An exact copy of all records is expected, minus the images.

**Dataset records**
=== Section Start ===
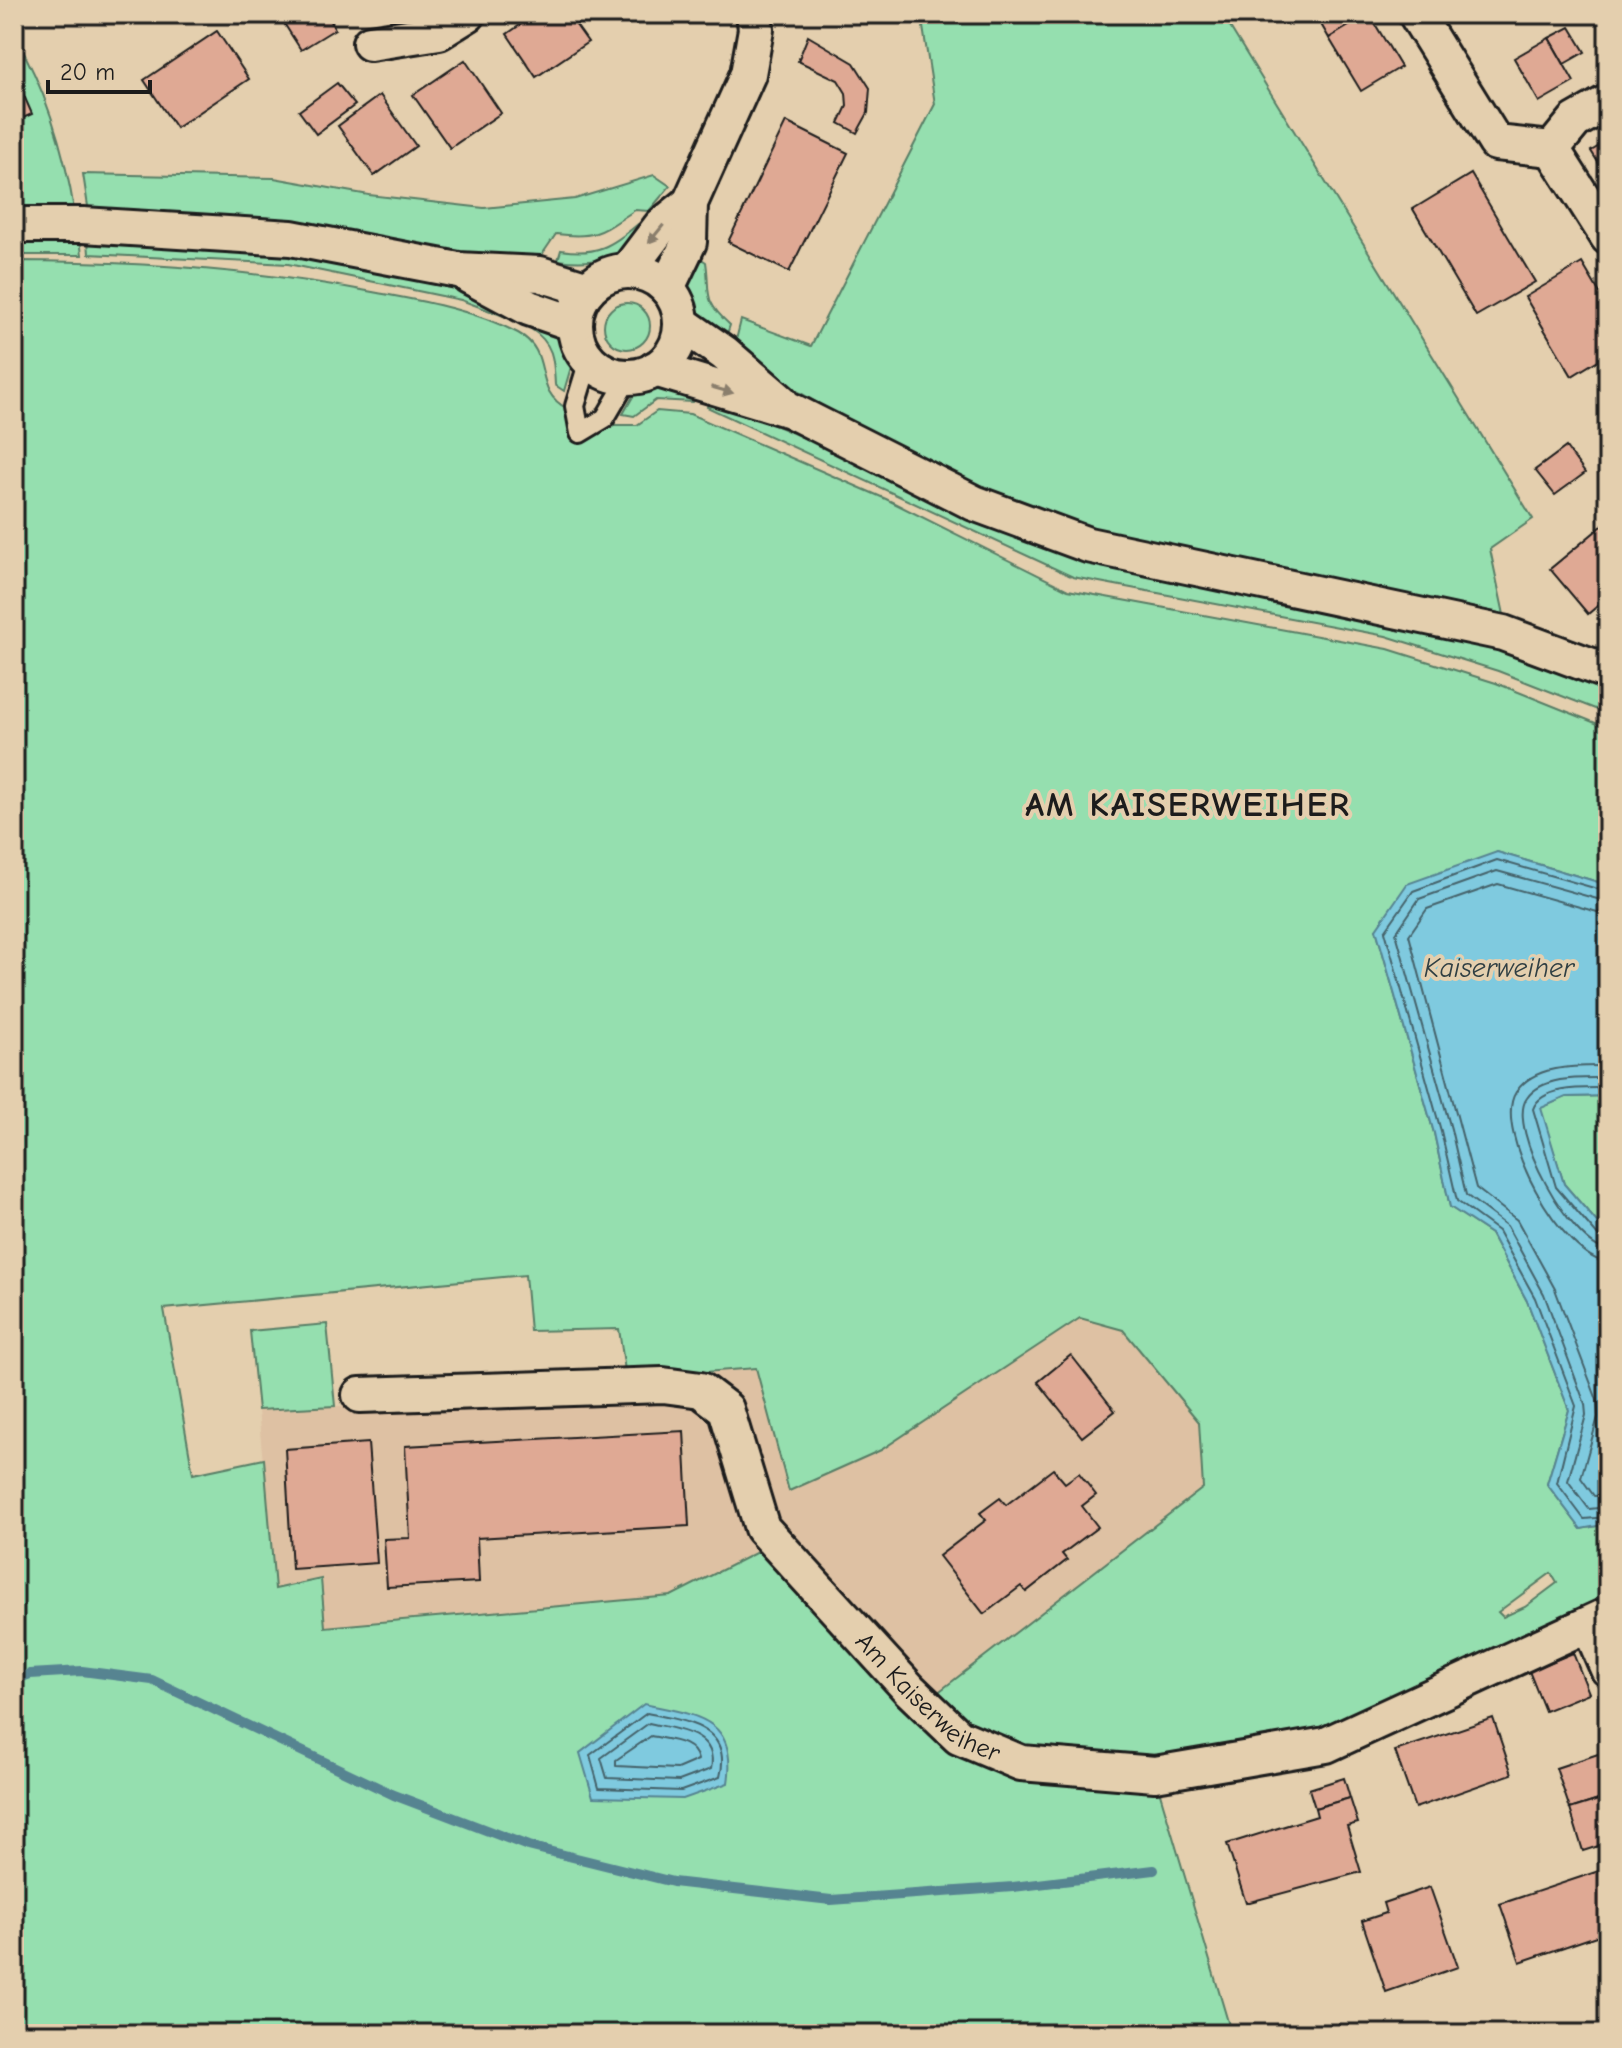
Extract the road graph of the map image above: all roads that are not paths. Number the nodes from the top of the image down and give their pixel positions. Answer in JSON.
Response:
{"nodes":[{"id":1,"x":468,"y":14,"type":"edge"},
{"id":2,"x":754,"y":14,"type":"edge"},
{"id":3,"x":1416,"y":14,"type":"edge"},
{"id":4,"x":370,"y":43,"type":"dead end"},
{"id":5,"x":1608,"y":102,"type":"edge"},
{"id":6,"x":1552,"y":149,"type":"junction"},
{"id":7,"x":690,"y":203,"type":"junction"},
{"id":8,"x":14,"y":225,"type":"edge"},
{"id":9,"x":1608,"y":237,"type":"edge"},
{"id":10,"x":458,"y":270,"type":"junction"},
{"id":11,"x":627,"y":271,"type":"junction"},
{"id":12,"x":667,"y":288,"type":"junction"},
{"id":13,"x":588,"y":289,"type":"junction"},
{"id":14,"x":681,"y":323,"type":"junction"},
{"id":15,"x":575,"y":324,"type":"junction"},
{"id":16,"x":589,"y":360,"type":"junction"},
{"id":17,"x":642,"y":373,"type":"junction"},
{"id":18,"x":790,"y":410,"type":"junction"},
{"id":19,"x":1608,"y":672,"type":"edge"},
{"id":20,"x":360,"y":1395,"type":"dead end"},
{"id":21,"x":1598,"y":1620,"type":"edge"},
{"id":22,"x":1608,"y":1669,"type":"edge"}],
"edges":[{"from":1,"to":4,"type":"street"},
{"from":2,"to":7,"type":"street"},
{"from":3,"to":6,"type":"street"},
{"from":5,"to":6,"type":"street"},
{"from":6,"to":9,"type":"street"},
{"from":7,"to":11,"type":"street","one_way":true},
{"from":7,"to":12,"type":"street"},
{"from":8,"to":10,"type":"street"},
{"from":10,"to":13,"type":"street"},
{"from":10,"to":15,"type":"street"},
{"from":11,"to":12,"type":"street"},
{"from":11,"to":13,"type":"street"},
{"from":12,"to":14,"type":"street"},
{"from":13,"to":15,"type":"street"},
{"from":14,"to":17,"type":"street"},
{"from":14,"to":18,"type":"street"},
{"from":15,"to":16,"type":"street"},
{"from":16,"to":17,"type":"street"},
{"from":16,"to":17,"type":"lane"},
{"from":17,"to":18,"type":"street","one_way":true},
{"from":18,"to":19,"type":"street"},
{"from":20,"to":21,"type":"street","name":"Am Kaiserweiher"},
{"from":21,"to":22,"type":"street"}]}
=== Section End ===
**REPLY**
Extract the road graph of the map image above: all roads that are not paths. Number the nodes from the top of the image down and give their pixel positions. Answer in JSON.
Response:
{"nodes":[{"id":1,"x":468,"y":14,"type":"edge"},
{"id":2,"x":754,"y":14,"type":"edge"},
{"id":3,"x":1416,"y":14,"type":"edge"},
{"id":4,"x":370,"y":43,"type":"dead end"},
{"id":5,"x":1608,"y":102,"type":"edge"},
{"id":6,"x":1552,"y":149,"type":"junction"},
{"id":7,"x":690,"y":203,"type":"junction"},
{"id":8,"x":14,"y":225,"type":"edge"},
{"id":9,"x":1608,"y":237,"type":"edge"},
{"id":10,"x":458,"y":270,"type":"junction"},
{"id":11,"x":627,"y":271,"type":"junction"},
{"id":12,"x":667,"y":288,"type":"junction"},
{"id":13,"x":588,"y":289,"type":"junction"},
{"id":14,"x":681,"y":323,"type":"junction"},
{"id":15,"x":575,"y":324,"type":"junction"},
{"id":16,"x":589,"y":360,"type":"junction"},
{"id":17,"x":642,"y":373,"type":"junction"},
{"id":18,"x":790,"y":410,"type":"junction"},
{"id":19,"x":1608,"y":672,"type":"edge"},
{"id":20,"x":360,"y":1395,"type":"dead end"},
{"id":21,"x":1598,"y":1620,"type":"edge"},
{"id":22,"x":1608,"y":1669,"type":"edge"}],
"edges":[{"from":1,"to":4,"type":"street"},
{"from":2,"to":7,"type":"street"},
{"from":3,"to":6,"type":"street"},
{"from":5,"to":6,"type":"street"},
{"from":6,"to":9,"type":"street"},
{"from":7,"to":11,"type":"street","one_way":true},
{"from":7,"to":12,"type":"street"},
{"from":8,"to":10,"type":"street"},
{"from":10,"to":13,"type":"street"},
{"from":10,"to":15,"type":"street"},
{"from":11,"to":12,"type":"street"},
{"from":11,"to":13,"type":"street"},
{"from":12,"to":14,"type":"street"},
{"from":13,"to":15,"type":"street"},
{"from":14,"to":17,"type":"street"},
{"from":14,"to":18,"type":"street"},
{"from":15,"to":16,"type":"street"},
{"from":16,"to":17,"type":"street"},
{"from":16,"to":17,"type":"lane"},
{"from":17,"to":18,"type":"street","one_way":true},
{"from":18,"to":19,"type":"street"},
{"from":20,"to":21,"type":"street","name":"Am Kaiserweiher"},
{"from":21,"to":22,"type":"street"}]}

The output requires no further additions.